Multiple metabolic features as biochemical markers

Additionally, a mixed-effect model was constructed to identify metabolites that highly differ between the domestication status of domesticated and wild accessions (see Methods). We identify a total of 29 metabolites that exhibited significant domestication status effect (Supplementary Table S2), demonstrating that they can serve as biomarkers for the difference between domesticated and wild accessions. We observed that 26 of them were secondary metabolites, 7 classified as galloyl derivatives, four propelargonidins, six flavonols/flavanols, three terpenoid derivatives, three ellagitannins and one flavanone (Supplementary Table S4 and Figs S6 and S7). By contrast and in agreement with the correlation-based networks, only three primary metabolites changed significantly (named as glutamate, putrescine, and proline). The latter finding is also in line with STATIS analysis in which not major differences in primary metabolism.

Discussion

Phenotypic evaluation of the collected germplasm is a prerequisite for germplasm prioritization or breeding program design but it is not straightforward and often indirect. The availability of high-throughput technologies such as metabolomics, facilitates dissecting a phenotype at the metabolic level, potentially enables more precise evaluation of sensorial, nutritional qualities, and disease resistance traits than those of traditionally used assessments such as agronomic and commercial traits. Metabolites themselves may also form the end phenotype which could be directly selected for (i.e. the presence of defense compounds maybe used to select for disease resistance).

The aims of the present study were to provide a comparative metabolome analysis of seven domesticated and seven wild strawberry accessions, in particular primary and secondary metabolism during fruit ripening and also, to determine if these data have the power to distinguish between accessions.

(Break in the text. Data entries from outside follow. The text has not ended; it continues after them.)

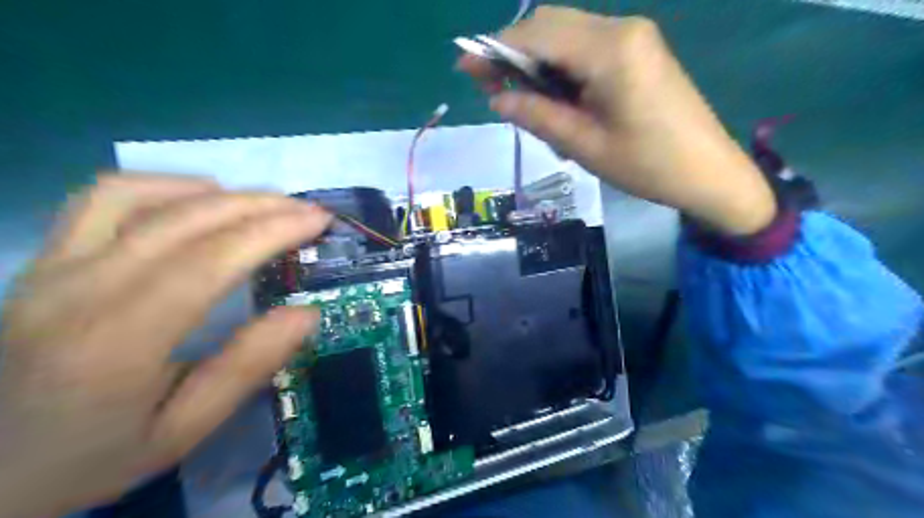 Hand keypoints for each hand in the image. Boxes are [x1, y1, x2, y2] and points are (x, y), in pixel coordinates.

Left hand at [0, 174, 332, 517]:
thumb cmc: (94, 455)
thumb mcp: (185, 430)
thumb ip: (247, 368)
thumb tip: (306, 314)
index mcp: (117, 342)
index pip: (209, 261)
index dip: (271, 232)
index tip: (317, 221)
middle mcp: (78, 290)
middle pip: (184, 221)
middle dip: (259, 207)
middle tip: (308, 211)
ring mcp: (51, 267)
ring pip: (141, 196)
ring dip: (217, 193)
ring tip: (264, 204)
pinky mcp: (44, 259)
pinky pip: (102, 198)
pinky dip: (163, 186)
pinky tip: (200, 199)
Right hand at [457, 7, 772, 233]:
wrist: (708, 172)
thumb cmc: (647, 165)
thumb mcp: (584, 145)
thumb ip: (537, 115)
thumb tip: (496, 99)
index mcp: (610, 49)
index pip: (538, 35)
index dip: (496, 48)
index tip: (465, 65)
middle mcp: (621, 29)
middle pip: (550, 24)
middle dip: (513, 51)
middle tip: (489, 86)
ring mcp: (632, 37)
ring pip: (565, 35)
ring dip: (535, 60)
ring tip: (517, 98)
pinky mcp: (636, 51)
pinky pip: (584, 48)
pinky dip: (558, 67)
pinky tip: (550, 96) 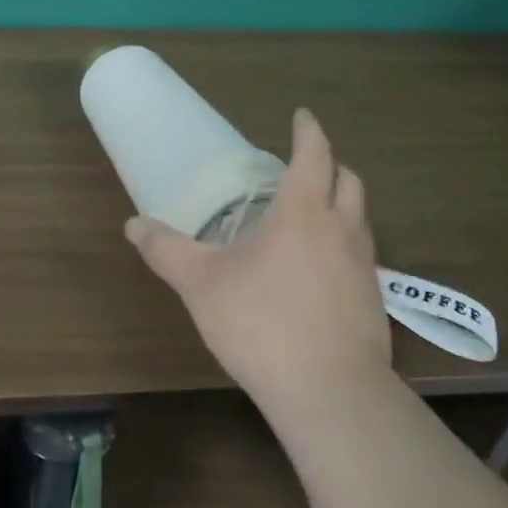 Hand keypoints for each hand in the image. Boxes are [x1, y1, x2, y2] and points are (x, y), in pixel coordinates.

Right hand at [125, 108, 391, 418]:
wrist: (330, 392)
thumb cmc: (261, 322)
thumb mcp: (200, 283)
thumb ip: (166, 250)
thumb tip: (134, 224)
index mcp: (302, 212)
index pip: (314, 154)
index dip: (308, 131)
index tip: (302, 116)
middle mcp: (341, 229)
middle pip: (349, 180)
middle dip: (330, 165)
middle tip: (303, 168)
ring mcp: (364, 267)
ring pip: (360, 218)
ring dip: (340, 204)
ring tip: (309, 217)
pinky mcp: (374, 301)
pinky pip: (361, 255)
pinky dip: (343, 244)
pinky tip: (317, 272) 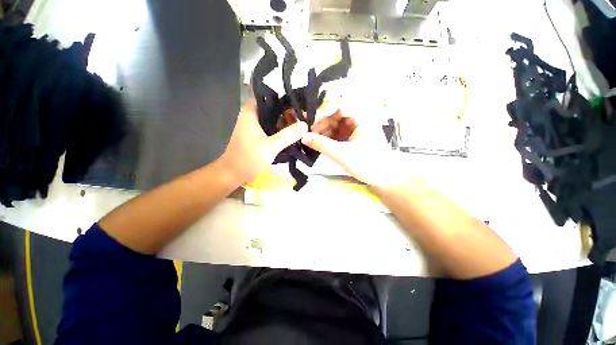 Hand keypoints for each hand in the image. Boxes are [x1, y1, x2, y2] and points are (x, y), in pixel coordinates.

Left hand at [220, 100, 307, 184]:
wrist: (234, 174)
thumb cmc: (248, 158)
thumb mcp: (270, 147)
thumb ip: (288, 135)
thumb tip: (305, 125)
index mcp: (252, 112)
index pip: (271, 97)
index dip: (286, 100)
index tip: (301, 106)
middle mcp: (253, 115)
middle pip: (274, 108)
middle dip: (289, 113)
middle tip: (305, 119)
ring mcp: (256, 126)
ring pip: (275, 119)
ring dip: (286, 123)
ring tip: (302, 127)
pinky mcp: (258, 135)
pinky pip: (273, 128)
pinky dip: (282, 130)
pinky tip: (293, 135)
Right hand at [302, 108, 399, 187]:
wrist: (385, 178)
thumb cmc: (368, 163)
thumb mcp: (343, 154)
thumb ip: (323, 145)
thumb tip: (303, 137)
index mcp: (361, 117)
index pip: (338, 106)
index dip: (322, 112)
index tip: (310, 123)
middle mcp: (357, 120)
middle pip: (335, 116)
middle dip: (321, 124)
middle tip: (308, 135)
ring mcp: (355, 130)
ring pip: (335, 125)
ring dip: (323, 132)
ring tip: (312, 141)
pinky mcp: (352, 139)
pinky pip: (337, 134)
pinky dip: (328, 139)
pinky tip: (320, 144) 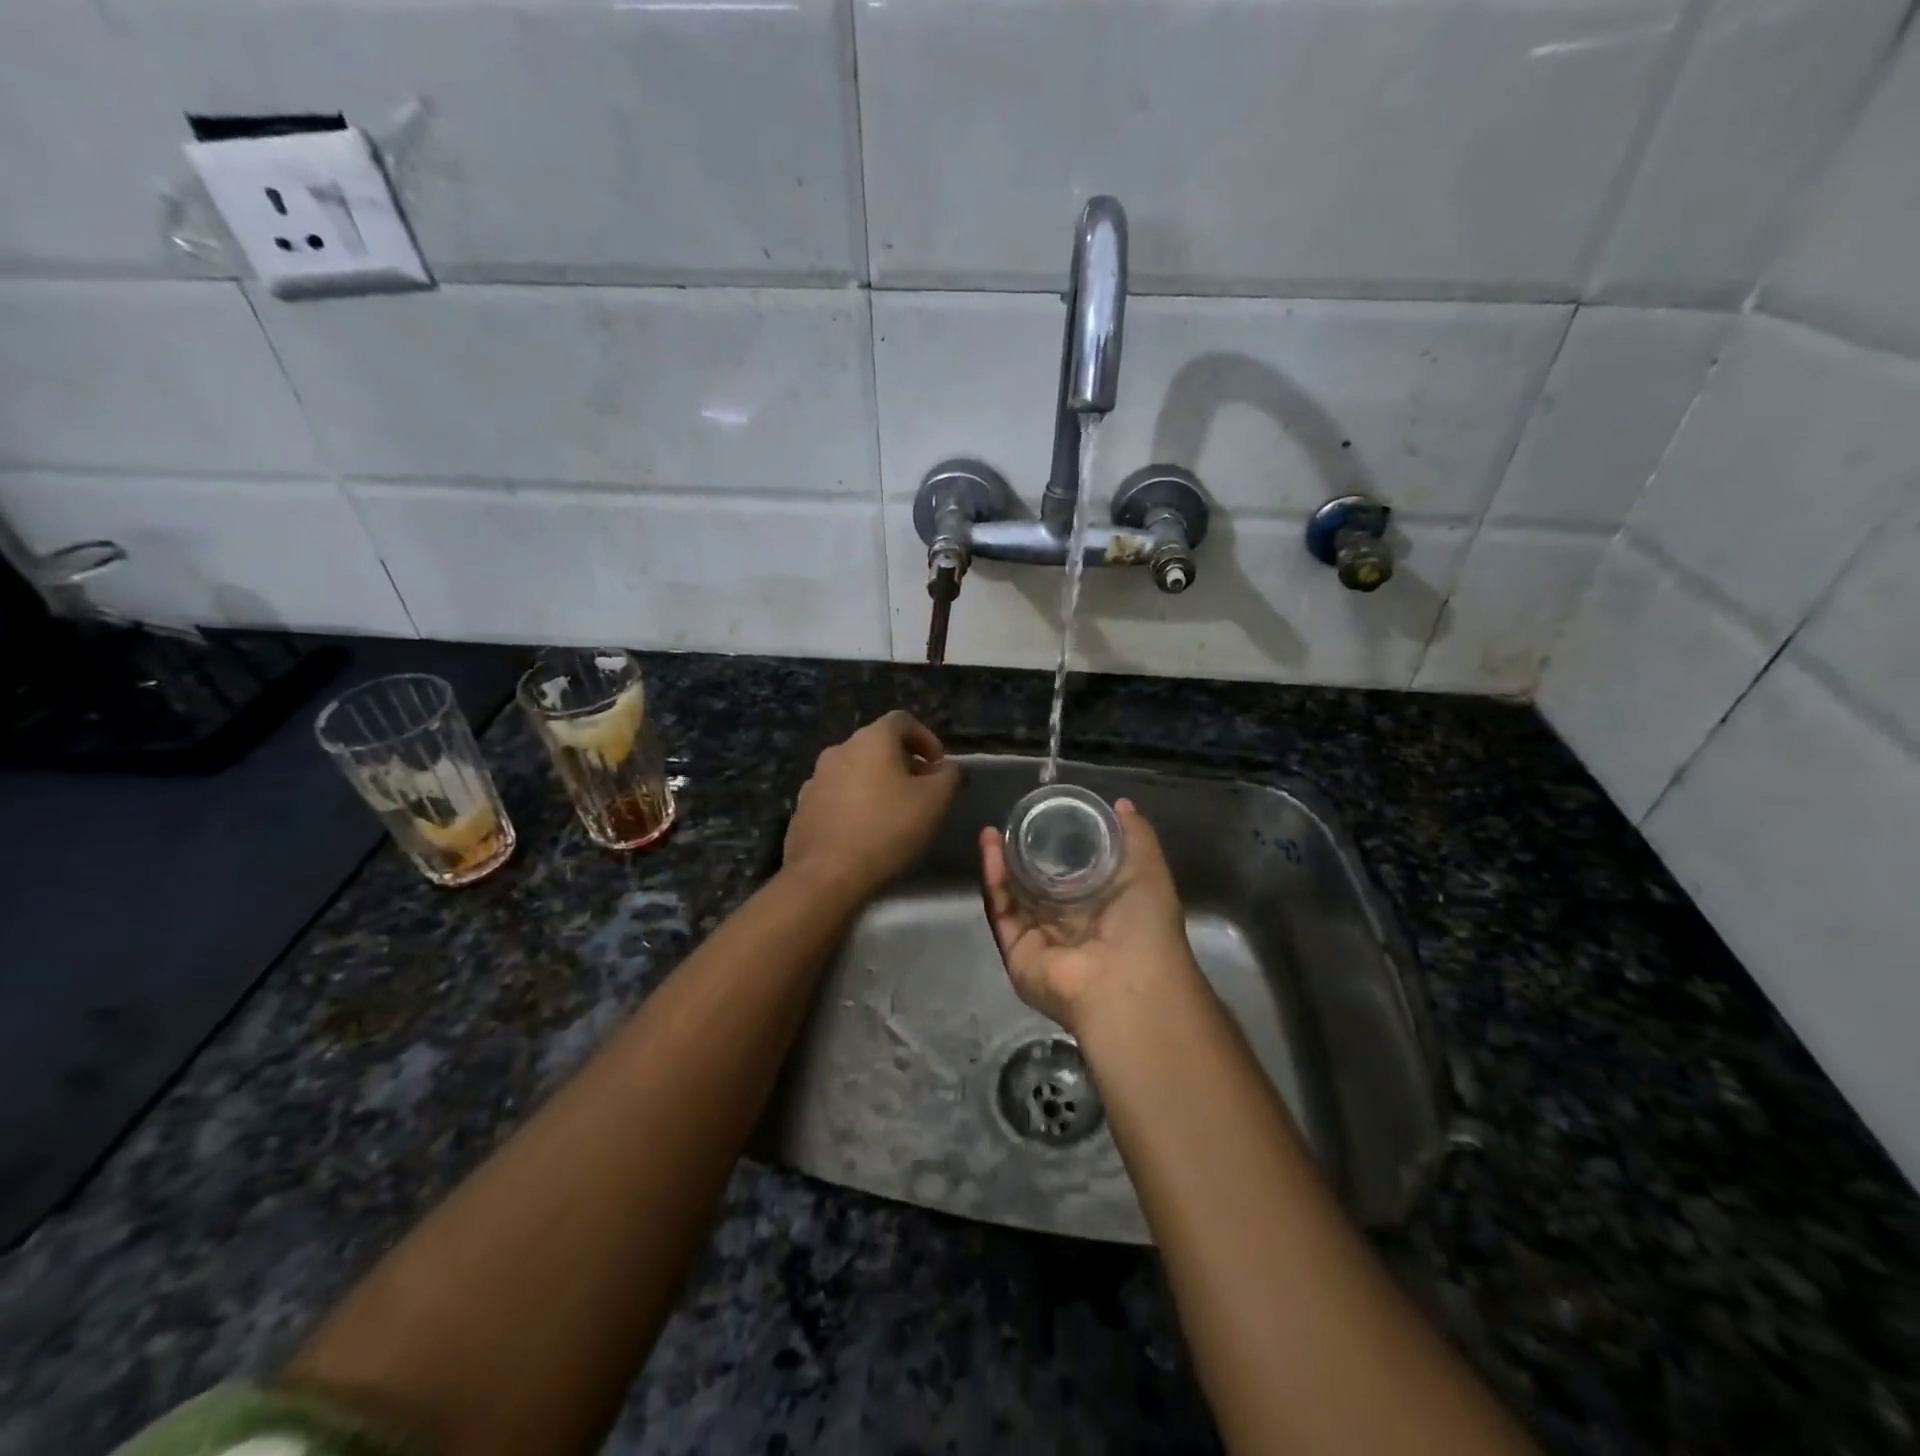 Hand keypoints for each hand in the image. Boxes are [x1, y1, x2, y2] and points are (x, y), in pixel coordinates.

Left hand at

If the latter is feasible, we were interested in identifying the metabolites which contribute most to the distinction between the two groups of accessions, which can be used to increase the narrow genetic base of domesticated strawberry.

The changes on composition of primary and secondary metabolites during strawberry fruit ripening have been compared based on STATIS, an extension of classical PCA, which allows us to jointly analyze the high-dimensional multivariate data sets. STATIS is able to distinguish and classify together the accessions from the same species as shown for F. vesca and F. chiloensis accessions. (Sub)species-specific differentiation was mainly due to qualitative and quantitative differences in accumulation of secondary metabolites, reflecting variation in the activities and substrates specificities of corresponding enzymes. Thus, it may be expected that the observed metabolic differences form the basis for species-specific differences in important traits (i.e. resistance, aroma, color, nutritional quality) and opens up possibilities to breed for novel these novel traits in cultivated domesticated strawberry backgrounds. To strengthen this claim, we conducted a clustering analysis of the wild and domesticated accessions based on different sets of other traits (see Supplementary Fig. S8), demonstrating correspondence to the clustering based on secondary metabolites.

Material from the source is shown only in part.